Australian Treasurer Josh Frydenberg said in a statement he had informed the Chinese dairy giant that he had reached a preliminary view that the proposed purchase “would be contrary to the national interest.”
The companies reached a deal last year for the Chinese firm to buy Kirin’s Lion Dairy & Drinks business for about ¥45.6 billion (US$430 million).
Photo: Reuters
The companies said in separate statements yesterday that they were ending the agreement, as it had not received regulatory approval.
The scrapped deal is being viewed in local media through the prism of strained diplomatic ties between Australia and China.
Relations between the two countries have been fraught since Canberra barred Huawei Technologies Co (華為) from participating in Australia’s 5G network.
China also expressed displeasure after Australia’s push for an independent inquiry into the origins of the COVID-19 pandemic.
China has started an investigation over accusations of dumping of Australian wine, halted some beef imports and placed tariffs on Australia’s barley exports after the conclusion of an earlier anti-dumping probe.
It has also cautioned its citizens against studying in or holidaying in Australia.
“It was probably politically untenable for Frydenberg to approve a deal of this size at a time when China is sanctioning Australia on multiple fronts,” said Richard McGregor, a senior fellow at Sydney-based think tank the Lowy Institute.
“It’s another spin in the cycle downwards in these nations’ relations,” McGregor said.

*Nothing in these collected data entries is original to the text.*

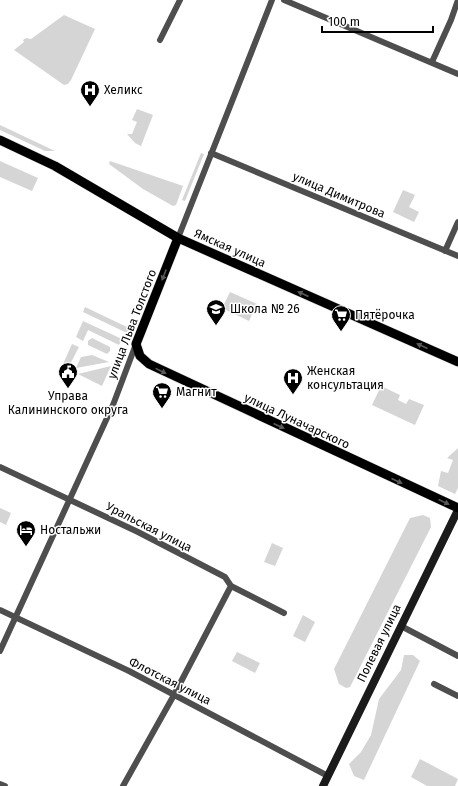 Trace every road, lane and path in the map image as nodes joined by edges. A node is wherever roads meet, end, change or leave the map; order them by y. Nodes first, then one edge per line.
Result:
1 (180, 0) edge
2 (272, 0) edge
3 (284, 0) edge
4 (458, 0) edge
5 (160, 40) dead end
6 (432, 62) junction
7 (458, 74) edge
8 (0, 140) edge
9 (211, 153) junction
10 (458, 222) edge
11 (178, 238) junction
12 (445, 251) junction
13 (458, 256) edge
14 (136, 344) junction
15 (458, 362) edge
16 (0, 467) edge
17 (70, 500) junction
18 (458, 509) edge
19 (231, 586) junction
20 (0, 610) edge
21 (284, 613) dead end
22 (16, 618) junction
23 (401, 626) junction
24 (0, 651) edge
25 (458, 656) edge
26 (434, 684) dead end
27 (174, 695) junction
28 (458, 696) edge
29 (328, 776) junction
30 (0, 784) edge
31 (4, 786) edge
32 (122, 786) edge
33 (323, 786) edge

1 - 5 street
2 - 9 street, улица Льва Толстого
3 - 6 street
4 - 6 street
6 - 7 street
8 - 11 main road, Ямская улица
9 - 11 street, улица Льва Толстого
9 - 12 street, улица Димитрова
10 - 12 street
11 -> 14 main road, улица Льва Толстого
15 -> 11 main road, Ямская улица
12 - 13 street, улица Димитрова
14 - 17 street, улица Льва Толстого
14 -> 18 main road, улица Луначарского
16 - 17 street, Уральская улица
17 - 19 street, Уральская улица
17 - 22 street, улица Льва Толстого
18 - 23 street, Полевая улица
19 - 21 street, Уральская улица
19 - 27 street
20 - 22 street, Флотская улица
22 - 24 street, улица Льва Толстого
22 - 27 street, Флотская улица
23 - 25 street
23 - 29 street, Полевая улица
26 - 28 street
27 - 29 street, Флотская улица
27 - 32 street
29 - 33 street, Полевая улица
30 - 31 street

The collapse of the Kirin deal shows a reversal of sentiment from a year ago, when Mengniu won approval to buy organic infant formula maker Bellamy’s Australia Ltd for A$1.5 billion (US$1.1 billion).
The Australian Competition & Consumer Commission in February said that it was not opposed to the Kirin deal.
Australia on March 29 announced that due to the national security impacts of the pandemic, it would tighten restrictions on foreign takeovers, with all deals needing government approval, regardless of size.
On June 5, the government of Australian Prime Minister Scott Morrison announced that it would seek to implement permanent tougher screening measures on foreign investors seeking to buy sensitive assets from Jan. 1 next year.
Yet to be legislated, the changes would see telecommunications, energy, technology and defense-manufacturing companies be included in the zero-dollar threshold for screening.
The changes would include a new national security test and give the treasurer last-resort powers to force asset sales.
Mengniu said it was disappointed that the transaction could not be completed, as the Lion business created potential to build up its dairy supply chain in Oceania and Southeast Asia.
The company’s shares fell as much as 2.2 percent in Hong Kong trading yesterday.
“Mengniu has a stable dairy supply chain in Australia and New Zealand, and will continue to pursue its international strategy and take advantage of the existing resources in both domestic and international markets,” the company said in a statement.
Kirin shares yesterday slipped as much as 0.9 percent in Tokyo.
“Although this was an unfortunate outcome, we’ll continue to discuss the best potential scenario for Lion,” a Kirin spokesman said.
McGregor said that the development “signals to China that any substantial investment in Australia will come under increased scrutiny and be seen in the context of the tensions in the bilateral relationship.”
“China will probably see this as another example of Australia’s bad faith,” he said.